> HOW TO COMPLETE THIS TASK: Search through the entries for the word "Answer" and copy every line that has it.

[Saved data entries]
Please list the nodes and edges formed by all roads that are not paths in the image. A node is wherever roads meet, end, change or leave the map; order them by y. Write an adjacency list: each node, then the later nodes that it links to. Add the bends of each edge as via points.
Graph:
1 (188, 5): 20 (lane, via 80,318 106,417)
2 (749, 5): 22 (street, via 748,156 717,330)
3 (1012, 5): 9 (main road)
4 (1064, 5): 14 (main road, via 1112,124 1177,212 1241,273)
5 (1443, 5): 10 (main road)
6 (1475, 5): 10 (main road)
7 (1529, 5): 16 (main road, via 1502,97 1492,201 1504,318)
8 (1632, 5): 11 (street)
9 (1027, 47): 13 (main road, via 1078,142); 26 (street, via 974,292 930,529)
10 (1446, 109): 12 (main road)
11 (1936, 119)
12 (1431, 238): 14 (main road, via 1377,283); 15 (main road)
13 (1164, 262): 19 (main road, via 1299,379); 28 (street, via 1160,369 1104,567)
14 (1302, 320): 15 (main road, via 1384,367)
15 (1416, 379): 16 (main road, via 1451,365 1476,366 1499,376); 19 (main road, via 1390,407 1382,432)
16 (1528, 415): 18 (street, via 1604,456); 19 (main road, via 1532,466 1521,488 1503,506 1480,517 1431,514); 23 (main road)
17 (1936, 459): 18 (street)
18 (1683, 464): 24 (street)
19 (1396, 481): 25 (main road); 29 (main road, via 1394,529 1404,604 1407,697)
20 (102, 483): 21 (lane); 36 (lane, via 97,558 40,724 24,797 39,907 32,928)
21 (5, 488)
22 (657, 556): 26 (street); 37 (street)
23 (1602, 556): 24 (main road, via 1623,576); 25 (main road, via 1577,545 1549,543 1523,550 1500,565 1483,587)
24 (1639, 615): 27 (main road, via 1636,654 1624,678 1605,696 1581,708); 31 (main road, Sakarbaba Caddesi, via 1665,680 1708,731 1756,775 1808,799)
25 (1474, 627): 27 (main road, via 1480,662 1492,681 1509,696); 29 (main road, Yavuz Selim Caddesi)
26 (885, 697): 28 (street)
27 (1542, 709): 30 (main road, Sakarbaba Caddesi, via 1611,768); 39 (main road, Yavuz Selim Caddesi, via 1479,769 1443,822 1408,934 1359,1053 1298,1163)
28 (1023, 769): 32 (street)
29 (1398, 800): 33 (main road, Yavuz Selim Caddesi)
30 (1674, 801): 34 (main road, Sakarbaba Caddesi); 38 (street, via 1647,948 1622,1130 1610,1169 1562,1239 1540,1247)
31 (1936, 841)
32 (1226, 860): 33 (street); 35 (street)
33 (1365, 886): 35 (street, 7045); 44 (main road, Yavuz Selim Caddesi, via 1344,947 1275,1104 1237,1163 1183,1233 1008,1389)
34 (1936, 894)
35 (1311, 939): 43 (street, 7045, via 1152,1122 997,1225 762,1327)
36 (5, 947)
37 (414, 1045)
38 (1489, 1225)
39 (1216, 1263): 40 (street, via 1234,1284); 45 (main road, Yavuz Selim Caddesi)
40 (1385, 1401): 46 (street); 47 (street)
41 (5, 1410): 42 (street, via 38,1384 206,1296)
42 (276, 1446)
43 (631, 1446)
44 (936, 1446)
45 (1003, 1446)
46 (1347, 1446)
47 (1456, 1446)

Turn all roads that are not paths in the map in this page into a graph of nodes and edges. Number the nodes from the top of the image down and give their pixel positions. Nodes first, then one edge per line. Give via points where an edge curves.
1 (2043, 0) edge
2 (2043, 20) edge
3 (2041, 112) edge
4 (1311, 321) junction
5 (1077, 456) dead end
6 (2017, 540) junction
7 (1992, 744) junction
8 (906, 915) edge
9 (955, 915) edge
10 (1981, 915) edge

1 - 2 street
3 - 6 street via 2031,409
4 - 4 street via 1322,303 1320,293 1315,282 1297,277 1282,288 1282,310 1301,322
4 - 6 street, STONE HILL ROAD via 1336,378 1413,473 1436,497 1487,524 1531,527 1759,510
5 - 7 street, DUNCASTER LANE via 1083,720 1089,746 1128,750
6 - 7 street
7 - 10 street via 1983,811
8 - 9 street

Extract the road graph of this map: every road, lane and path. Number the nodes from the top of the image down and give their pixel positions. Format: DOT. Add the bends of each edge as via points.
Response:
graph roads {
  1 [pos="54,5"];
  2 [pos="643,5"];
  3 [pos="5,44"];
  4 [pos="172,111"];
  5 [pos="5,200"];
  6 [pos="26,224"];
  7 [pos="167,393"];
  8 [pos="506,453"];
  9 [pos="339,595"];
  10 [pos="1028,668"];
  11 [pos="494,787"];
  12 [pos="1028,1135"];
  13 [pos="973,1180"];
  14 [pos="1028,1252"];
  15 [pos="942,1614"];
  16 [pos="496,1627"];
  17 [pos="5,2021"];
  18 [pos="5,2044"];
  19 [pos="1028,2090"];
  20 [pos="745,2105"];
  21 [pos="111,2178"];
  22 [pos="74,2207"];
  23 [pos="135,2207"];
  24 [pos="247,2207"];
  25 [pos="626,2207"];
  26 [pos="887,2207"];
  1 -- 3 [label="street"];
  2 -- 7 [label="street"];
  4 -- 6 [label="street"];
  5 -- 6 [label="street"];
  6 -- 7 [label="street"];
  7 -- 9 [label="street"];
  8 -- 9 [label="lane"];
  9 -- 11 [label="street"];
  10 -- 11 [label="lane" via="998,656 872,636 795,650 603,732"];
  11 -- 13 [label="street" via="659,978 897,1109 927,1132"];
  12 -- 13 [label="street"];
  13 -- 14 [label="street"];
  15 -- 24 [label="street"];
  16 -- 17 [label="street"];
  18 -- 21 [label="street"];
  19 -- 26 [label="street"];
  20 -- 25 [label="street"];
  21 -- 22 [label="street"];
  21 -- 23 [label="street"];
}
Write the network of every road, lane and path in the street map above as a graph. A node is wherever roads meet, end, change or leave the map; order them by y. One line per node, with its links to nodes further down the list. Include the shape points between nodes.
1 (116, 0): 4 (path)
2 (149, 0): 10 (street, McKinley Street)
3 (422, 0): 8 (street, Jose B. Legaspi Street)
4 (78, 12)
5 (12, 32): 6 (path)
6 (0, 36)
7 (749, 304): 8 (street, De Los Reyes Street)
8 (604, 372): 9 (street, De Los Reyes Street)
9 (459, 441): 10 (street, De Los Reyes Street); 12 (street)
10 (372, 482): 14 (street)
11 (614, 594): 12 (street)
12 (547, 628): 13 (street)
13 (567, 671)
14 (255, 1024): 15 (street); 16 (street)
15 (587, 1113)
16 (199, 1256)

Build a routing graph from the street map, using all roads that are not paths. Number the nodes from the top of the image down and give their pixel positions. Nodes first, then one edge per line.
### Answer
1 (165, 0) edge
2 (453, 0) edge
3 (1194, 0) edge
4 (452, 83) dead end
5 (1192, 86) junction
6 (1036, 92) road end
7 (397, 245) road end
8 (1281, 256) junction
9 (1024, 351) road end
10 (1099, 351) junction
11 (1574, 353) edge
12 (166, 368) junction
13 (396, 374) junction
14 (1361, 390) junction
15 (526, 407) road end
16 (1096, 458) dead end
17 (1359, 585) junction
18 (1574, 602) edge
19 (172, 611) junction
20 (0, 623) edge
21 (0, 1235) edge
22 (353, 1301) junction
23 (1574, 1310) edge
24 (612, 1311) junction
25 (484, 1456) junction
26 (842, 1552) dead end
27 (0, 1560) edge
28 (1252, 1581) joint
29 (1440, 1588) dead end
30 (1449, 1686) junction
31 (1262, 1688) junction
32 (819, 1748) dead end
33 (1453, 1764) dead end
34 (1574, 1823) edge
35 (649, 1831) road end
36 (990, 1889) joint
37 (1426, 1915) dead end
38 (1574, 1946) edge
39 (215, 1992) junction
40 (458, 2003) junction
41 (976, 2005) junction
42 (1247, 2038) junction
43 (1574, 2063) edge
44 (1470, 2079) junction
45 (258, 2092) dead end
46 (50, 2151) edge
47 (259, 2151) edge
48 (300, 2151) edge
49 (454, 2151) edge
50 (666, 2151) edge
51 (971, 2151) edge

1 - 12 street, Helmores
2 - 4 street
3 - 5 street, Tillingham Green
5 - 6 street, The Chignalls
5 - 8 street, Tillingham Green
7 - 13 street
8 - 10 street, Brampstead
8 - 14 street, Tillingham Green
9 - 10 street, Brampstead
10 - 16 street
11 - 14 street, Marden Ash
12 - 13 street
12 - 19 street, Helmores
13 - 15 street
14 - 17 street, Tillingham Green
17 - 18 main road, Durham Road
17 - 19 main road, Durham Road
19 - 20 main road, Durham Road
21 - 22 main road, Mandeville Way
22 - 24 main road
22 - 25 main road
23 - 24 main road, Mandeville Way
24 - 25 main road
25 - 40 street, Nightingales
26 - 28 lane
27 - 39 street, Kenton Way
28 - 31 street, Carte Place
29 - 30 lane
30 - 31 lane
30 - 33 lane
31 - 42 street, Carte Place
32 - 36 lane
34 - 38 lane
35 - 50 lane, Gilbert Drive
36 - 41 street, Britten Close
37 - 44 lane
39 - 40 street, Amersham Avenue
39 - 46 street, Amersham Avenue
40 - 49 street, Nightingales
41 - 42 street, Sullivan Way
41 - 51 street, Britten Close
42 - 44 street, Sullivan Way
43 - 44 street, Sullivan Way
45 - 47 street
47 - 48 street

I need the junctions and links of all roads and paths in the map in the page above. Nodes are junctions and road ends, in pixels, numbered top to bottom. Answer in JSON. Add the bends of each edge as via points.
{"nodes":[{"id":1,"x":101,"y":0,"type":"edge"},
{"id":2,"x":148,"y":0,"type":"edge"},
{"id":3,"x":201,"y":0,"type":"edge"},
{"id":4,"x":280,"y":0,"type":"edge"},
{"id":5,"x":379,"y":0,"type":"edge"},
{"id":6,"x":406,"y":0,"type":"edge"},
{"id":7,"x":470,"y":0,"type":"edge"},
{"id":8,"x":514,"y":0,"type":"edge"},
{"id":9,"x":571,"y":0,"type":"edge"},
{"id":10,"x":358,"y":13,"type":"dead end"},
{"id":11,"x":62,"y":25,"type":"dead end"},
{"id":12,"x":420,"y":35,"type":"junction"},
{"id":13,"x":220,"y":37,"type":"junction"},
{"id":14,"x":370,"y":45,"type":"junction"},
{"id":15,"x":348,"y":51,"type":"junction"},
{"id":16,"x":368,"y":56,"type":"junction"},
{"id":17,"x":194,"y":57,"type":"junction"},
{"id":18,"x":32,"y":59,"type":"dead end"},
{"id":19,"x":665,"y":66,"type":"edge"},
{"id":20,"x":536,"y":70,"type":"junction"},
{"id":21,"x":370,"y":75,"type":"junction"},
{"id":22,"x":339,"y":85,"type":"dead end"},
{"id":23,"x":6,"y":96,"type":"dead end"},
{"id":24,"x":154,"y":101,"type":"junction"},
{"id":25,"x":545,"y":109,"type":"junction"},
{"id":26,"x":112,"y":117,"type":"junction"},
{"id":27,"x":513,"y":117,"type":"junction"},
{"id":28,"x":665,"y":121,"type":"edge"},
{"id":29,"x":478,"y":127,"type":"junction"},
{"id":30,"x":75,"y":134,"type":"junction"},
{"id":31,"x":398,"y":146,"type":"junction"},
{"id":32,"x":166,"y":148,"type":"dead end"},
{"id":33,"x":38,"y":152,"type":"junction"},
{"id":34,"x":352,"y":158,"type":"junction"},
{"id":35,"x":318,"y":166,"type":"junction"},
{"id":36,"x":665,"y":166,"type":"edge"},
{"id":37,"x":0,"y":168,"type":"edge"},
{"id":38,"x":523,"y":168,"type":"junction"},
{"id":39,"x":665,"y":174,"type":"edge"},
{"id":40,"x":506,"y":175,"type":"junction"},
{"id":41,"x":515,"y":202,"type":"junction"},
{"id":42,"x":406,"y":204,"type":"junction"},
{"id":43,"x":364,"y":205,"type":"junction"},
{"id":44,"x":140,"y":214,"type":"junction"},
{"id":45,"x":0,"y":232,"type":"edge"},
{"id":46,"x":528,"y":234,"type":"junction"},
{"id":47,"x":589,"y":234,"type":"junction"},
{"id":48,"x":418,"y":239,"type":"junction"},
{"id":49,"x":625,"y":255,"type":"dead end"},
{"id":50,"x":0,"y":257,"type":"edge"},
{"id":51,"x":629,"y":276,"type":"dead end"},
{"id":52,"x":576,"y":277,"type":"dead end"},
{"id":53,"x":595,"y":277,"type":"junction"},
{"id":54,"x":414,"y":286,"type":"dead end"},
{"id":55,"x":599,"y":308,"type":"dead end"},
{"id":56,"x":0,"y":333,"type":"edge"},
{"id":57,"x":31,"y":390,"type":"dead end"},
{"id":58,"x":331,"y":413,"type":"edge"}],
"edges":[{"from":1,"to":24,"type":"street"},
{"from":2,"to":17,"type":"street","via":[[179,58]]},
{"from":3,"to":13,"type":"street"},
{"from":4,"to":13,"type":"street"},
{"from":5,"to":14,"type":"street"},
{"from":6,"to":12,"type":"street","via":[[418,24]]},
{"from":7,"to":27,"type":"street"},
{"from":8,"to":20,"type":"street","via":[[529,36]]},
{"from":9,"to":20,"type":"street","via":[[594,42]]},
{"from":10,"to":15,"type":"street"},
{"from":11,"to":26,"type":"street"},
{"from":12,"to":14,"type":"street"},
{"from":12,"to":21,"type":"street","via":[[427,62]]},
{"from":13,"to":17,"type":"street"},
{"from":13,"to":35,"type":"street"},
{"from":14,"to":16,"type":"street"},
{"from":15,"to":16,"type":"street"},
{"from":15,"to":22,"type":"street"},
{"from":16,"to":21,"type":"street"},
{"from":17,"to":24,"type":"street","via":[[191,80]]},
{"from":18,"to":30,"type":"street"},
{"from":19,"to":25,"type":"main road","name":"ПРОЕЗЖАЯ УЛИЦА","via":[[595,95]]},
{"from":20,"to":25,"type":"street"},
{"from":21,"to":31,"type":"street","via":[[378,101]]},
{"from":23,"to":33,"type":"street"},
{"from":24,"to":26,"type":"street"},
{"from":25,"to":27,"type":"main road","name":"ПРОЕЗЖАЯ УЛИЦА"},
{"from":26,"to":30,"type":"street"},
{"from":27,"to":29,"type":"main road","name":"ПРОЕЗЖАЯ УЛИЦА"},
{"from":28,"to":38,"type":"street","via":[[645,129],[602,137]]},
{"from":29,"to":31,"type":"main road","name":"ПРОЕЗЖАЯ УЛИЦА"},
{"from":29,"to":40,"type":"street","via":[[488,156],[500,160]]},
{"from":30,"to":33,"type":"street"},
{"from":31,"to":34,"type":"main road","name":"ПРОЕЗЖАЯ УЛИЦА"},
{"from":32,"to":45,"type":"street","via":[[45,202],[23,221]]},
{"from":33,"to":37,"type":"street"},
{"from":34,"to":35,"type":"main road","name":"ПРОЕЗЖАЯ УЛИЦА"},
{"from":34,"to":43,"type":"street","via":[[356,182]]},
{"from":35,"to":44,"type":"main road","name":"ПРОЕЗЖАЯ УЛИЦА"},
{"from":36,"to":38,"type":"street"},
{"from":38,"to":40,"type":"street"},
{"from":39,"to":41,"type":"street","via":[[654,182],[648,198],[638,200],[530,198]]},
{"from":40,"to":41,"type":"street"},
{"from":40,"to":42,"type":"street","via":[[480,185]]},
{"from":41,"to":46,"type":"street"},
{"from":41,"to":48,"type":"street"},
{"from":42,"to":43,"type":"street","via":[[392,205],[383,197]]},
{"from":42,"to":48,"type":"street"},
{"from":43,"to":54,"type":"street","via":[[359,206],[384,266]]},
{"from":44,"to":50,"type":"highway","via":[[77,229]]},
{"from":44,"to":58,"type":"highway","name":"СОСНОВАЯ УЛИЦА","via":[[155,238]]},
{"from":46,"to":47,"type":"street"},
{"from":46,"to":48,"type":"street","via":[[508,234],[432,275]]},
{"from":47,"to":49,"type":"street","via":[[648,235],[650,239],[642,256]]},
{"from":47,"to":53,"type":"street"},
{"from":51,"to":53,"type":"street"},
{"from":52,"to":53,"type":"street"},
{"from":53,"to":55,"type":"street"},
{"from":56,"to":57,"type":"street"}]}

> REPLY:
### Answer
I need the junctions and links of all roads and paths in the map in the page above. Nodes are junctions and road ends, in pixels, numbered top to bottom. Answer in JSON. Add the bends of each edge as via points.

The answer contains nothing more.